Task data:
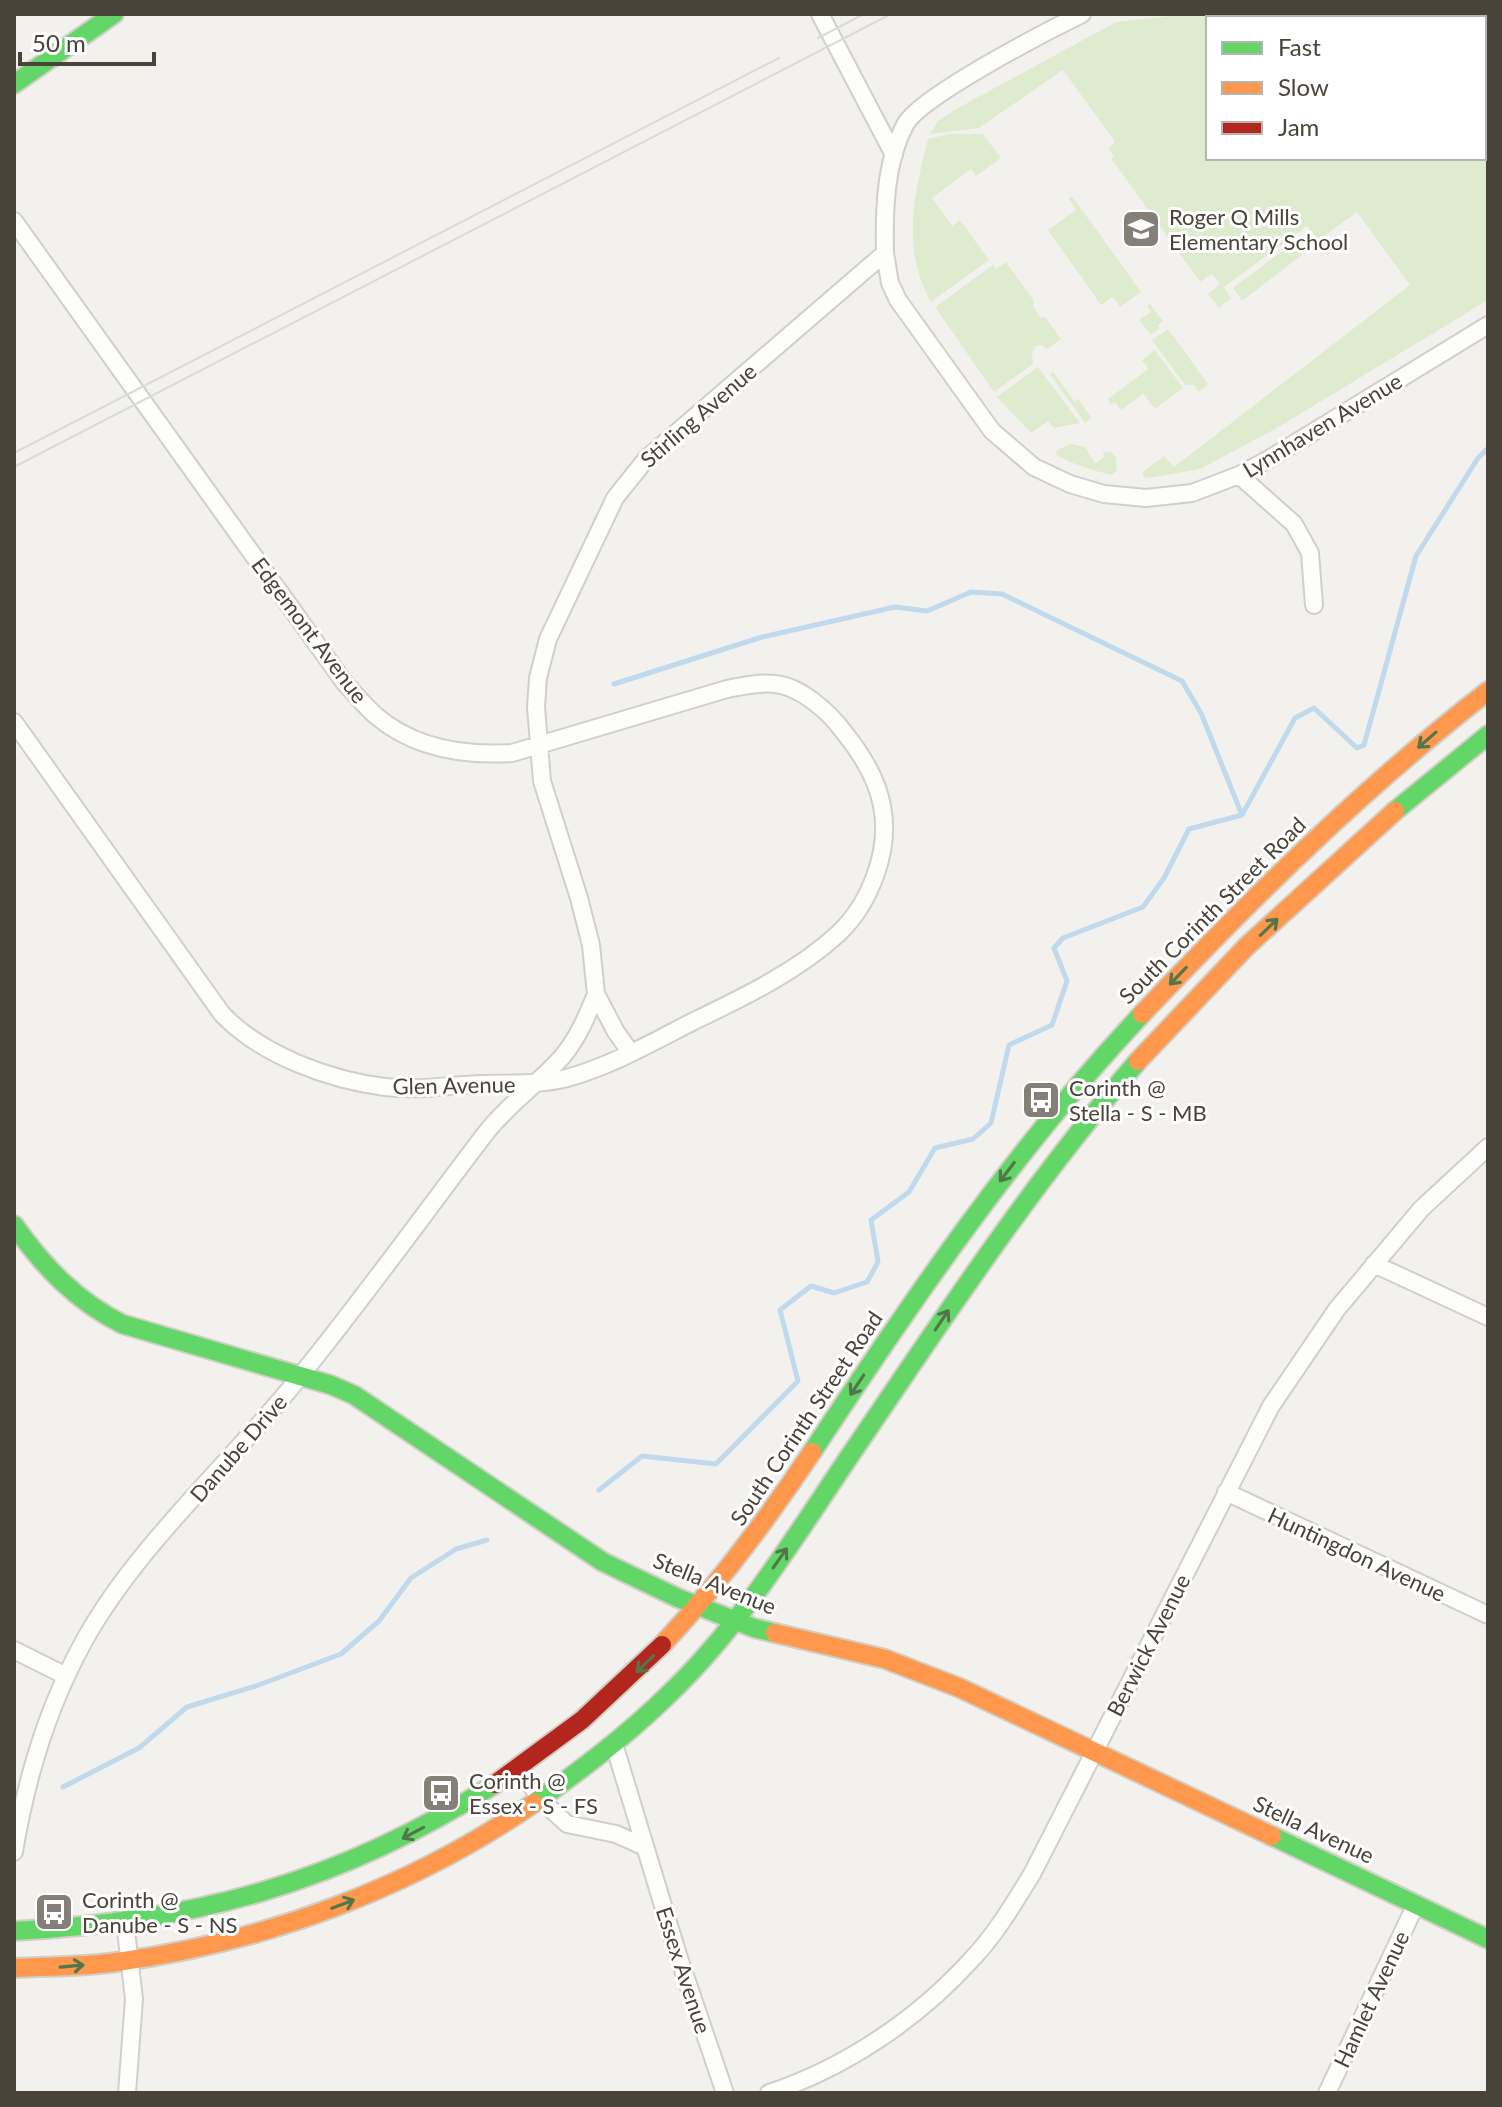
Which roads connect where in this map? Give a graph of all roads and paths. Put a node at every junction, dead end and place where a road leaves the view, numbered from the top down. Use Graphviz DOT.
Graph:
graph roads {
  1 [pos="114,14"];
  2 [pos="820,14"];
  3 [pos="1082,14"];
  4 [pos="14,84"];
  5 [pos="894,155"];
  6 [pos="14,221"];
  7 [pos="885,253"];
  8 [pos="1488,325"];
  9 [pos="1239,475"];
  10 [pos="1314,605"];
  11 [pos="1488,691"];
  12 [pos="14,722"];
  13 [pos="1488,735"];
  14 [pos="538,747"];
  15 [pos="883,807"];
  16 [pos="596,994"];
  17 [pos="631,1053"];
  18 [pos="533,1083"];
  19 [pos="1488,1147"];
  20 [pos="14,1225"];
  21 [pos="1374,1264"];
  22 [pos="1488,1317"];
  23 [pos="301,1376"];
  24 [pos="1226,1492"];
  25 [pos="699,1608"];
  26 [pos="1488,1615"];
  27 [pos="735,1622"];
  28 [pos="14,1650"];
  29 [pos="66,1676"];
  30 [pos="614,1744"];
  31 [pos="1094,1751"];
  32 [pos="520,1769"];
  33 [pos="540,1799"];
  34 [pos="645,1847"];
  35 [pos="14,1852"];
  36 [pos="1416,1904"];
  37 [pos="125,1922"];
  38 [pos="14,1931"];
  39 [pos="1488,1939"];
  40 [pos="130,1960"];
  41 [pos="14,1968"];
  42 [pos="127,2093"];
  43 [pos="725,2093"];
  44 [pos="769,2093"];
  45 [pos="1327,2093"];
  1 -- 4 [label="main road"];
  2 -- 5 [label="street"];
  3 -- 5 [label="street"];
  5 -- 7 [label="street"];
  6 -- 14 [label="street, Edgemont Avenue"];
  7 -- 9 [label="street, Lynnhaven Avenue"];
  7 -- 14 [label="street, Stirling Avenue"];
  8 -- 9 [label="street, Lynnhaven Avenue"];
  9 -- 10 [label="street"];
  11 -- 25 [label="main road, South Corinth Street Road, one-way"];
  12 -- 18 [label="street, Glen Avenue"];
  27 -- 13 [label="main road, one-way"];
  14 -- 15 [label="street, Edgemont Avenue"];
  14 -- 16 [label="street, Stirling Avenue"];
  15 -- 17 [label="street, Glen Avenue"];
  16 -- 17 [label="street, Stirling Avenue"];
  16 -- 18 [label="street, Stirling Avenue"];
  17 -- 18 [label="street, Glen Avenue"];
  18 -- 23 [label="street, Danube Drive"];
  19 -- 21 [label="street, Berwick Avenue"];
  20 -- 23 [label="main road, Stella Avenue"];
  21 -- 22 [label="street"];
  21 -- 24 [label="street, Berwick Avenue"];
  23 -- 25 [label="main road, Stella Avenue"];
  23 -- 29 [label="street, Danube Drive"];
  24 -- 26 [label="street, Huntingdon Avenue"];
  24 -- 31 [label="street, Berwick Avenue"];
  25 -- 27 [label="main road, Stella Avenue"];
  25 -- 32 [label="main road, South Corinth Street Road, one-way"];
  27 -- 30 [label="main road"];
  27 -- 31 [label="main road, Stella Avenue"];
  28 -- 29 [label="street"];
  29 -- 35 [label="street, Danube Drive"];
  30 -- 33 [label="main road"];
  30 -- 34 [label="street, Essex Avenue"];
  31 -- 36 [label="main road, Stella Avenue"];
  31 -- 44 [label="street, Berwick Avenue"];
  32 -- 33 [label="street"];
  32 -- 37 [label="main road, South Corinth Street Road, one-way"];
  33 -- 34 [label="street"];
  40 -- 33 [label="main road, one-way"];
  34 -- 43 [label="street, Essex Avenue"];
  36 -- 39 [label="main road, Stella Avenue"];
  36 -- 45 [label="street, Hamlet Avenue"];
  37 -- 38 [label="main road, South Corinth Street Road"];
  37 -- 40 [label="street"];
  41 -- 40 [label="main road, one-way"];
  40 -- 42 [label="street"];
}
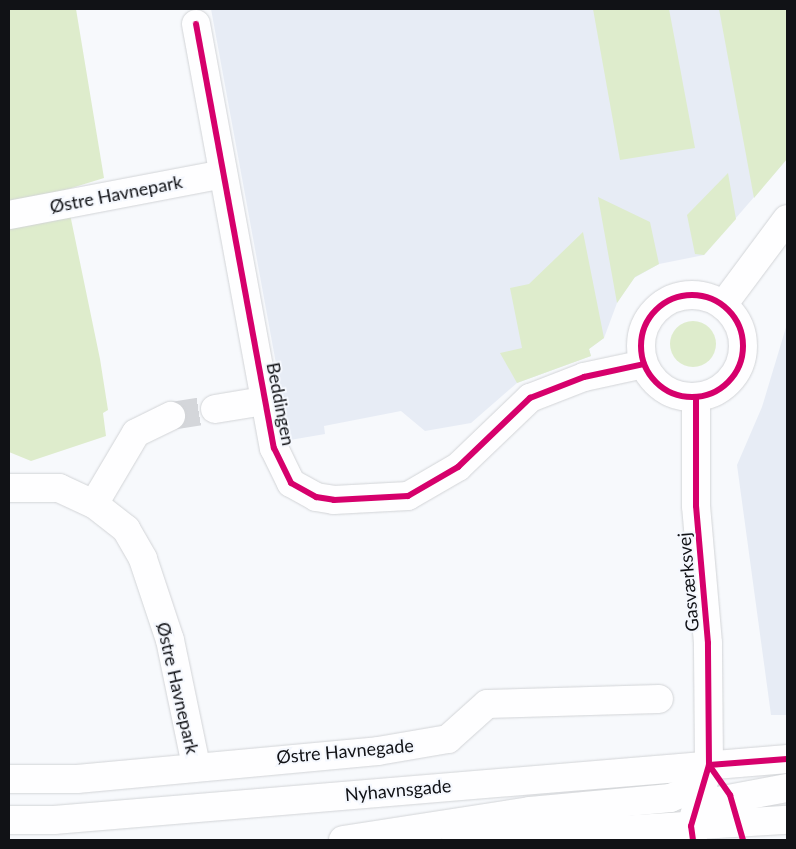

Exercise: Output nothing except an exact copy of the records above, with the images left out.

Reply to the task:
Which roads connect where in this map? Give a graph of all roads and paths. Put a node at every junction, dead end and place where a road leaves the view, numbered from the top down. Use Graphviz DOT.
Graph:
graph roads {
  1 [pos="114,14"];
  2 [pos="820,14"];
  3 [pos="1082,14"];
  4 [pos="14,84"];
  5 [pos="894,155"];
  6 [pos="14,221"];
  7 [pos="885,253"];
  8 [pos="1488,325"];
  9 [pos="1239,475"];
  10 [pos="1314,605"];
  11 [pos="1488,691"];
  12 [pos="14,722"];
  13 [pos="1488,735"];
  14 [pos="538,747"];
  15 [pos="883,807"];
  16 [pos="596,994"];
  17 [pos="631,1053"];
  18 [pos="533,1083"];
  19 [pos="1488,1147"];
  20 [pos="14,1225"];
  21 [pos="1374,1264"];
  22 [pos="1488,1317"];
  23 [pos="301,1376"];
  24 [pos="1226,1492"];
  25 [pos="699,1608"];
  26 [pos="1488,1615"];
  27 [pos="735,1622"];
  28 [pos="14,1650"];
  29 [pos="66,1676"];
  30 [pos="614,1744"];
  31 [pos="1094,1751"];
  32 [pos="520,1769"];
  33 [pos="540,1799"];
  34 [pos="645,1847"];
  35 [pos="14,1852"];
  36 [pos="1416,1904"];
  37 [pos="125,1922"];
  38 [pos="14,1931"];
  39 [pos="1488,1939"];
  40 [pos="130,1960"];
  41 [pos="14,1968"];
  42 [pos="127,2093"];
  43 [pos="725,2093"];
  44 [pos="769,2093"];
  45 [pos="1327,2093"];
  1 -- 4 [label="main road"];
  2 -- 5 [label="street"];
  3 -- 5 [label="street"];
  5 -- 7 [label="street"];
  6 -- 14 [label="street, Edgemont Avenue"];
  7 -- 9 [label="street, Lynnhaven Avenue"];
  7 -- 14 [label="street, Stirling Avenue"];
  8 -- 9 [label="street, Lynnhaven Avenue"];
  9 -- 10 [label="street"];
  11 -- 25 [label="main road, South Corinth Street Road, one-way"];
  12 -- 18 [label="street, Glen Avenue"];
  27 -- 13 [label="main road, one-way"];
  14 -- 15 [label="street, Edgemont Avenue"];
  14 -- 16 [label="street, Stirling Avenue"];
  15 -- 17 [label="street, Glen Avenue"];
  16 -- 17 [label="street, Stirling Avenue"];
  16 -- 18 [label="street, Stirling Avenue"];
  17 -- 18 [label="street, Glen Avenue"];
  18 -- 23 [label="street, Danube Drive"];
  19 -- 21 [label="street, Berwick Avenue"];
  20 -- 23 [label="main road, Stella Avenue"];
  21 -- 22 [label="street"];
  21 -- 24 [label="street, Berwick Avenue"];
  23 -- 25 [label="main road, Stella Avenue"];
  23 -- 29 [label="street, Danube Drive"];
  24 -- 26 [label="street, Huntingdon Avenue"];
  24 -- 31 [label="street, Berwick Avenue"];
  25 -- 27 [label="main road, Stella Avenue"];
  25 -- 32 [label="main road, South Corinth Street Road, one-way"];
  27 -- 30 [label="main road"];
  27 -- 31 [label="main road, Stella Avenue"];
  28 -- 29 [label="street"];
  29 -- 35 [label="street, Danube Drive"];
  30 -- 33 [label="main road"];
  30 -- 34 [label="street, Essex Avenue"];
  31 -- 36 [label="main road, Stella Avenue"];
  31 -- 44 [label="street, Berwick Avenue"];
  32 -- 33 [label="street"];
  32 -- 37 [label="main road, South Corinth Street Road, one-way"];
  33 -- 34 [label="street"];
  40 -- 33 [label="main road, one-way"];
  34 -- 43 [label="street, Essex Avenue"];
  36 -- 39 [label="main road, Stella Avenue"];
  36 -- 45 [label="street, Hamlet Avenue"];
  37 -- 38 [label="main road, South Corinth Street Road"];
  37 -- 40 [label="street"];
  41 -- 40 [label="main road, one-way"];
  40 -- 42 [label="street"];
}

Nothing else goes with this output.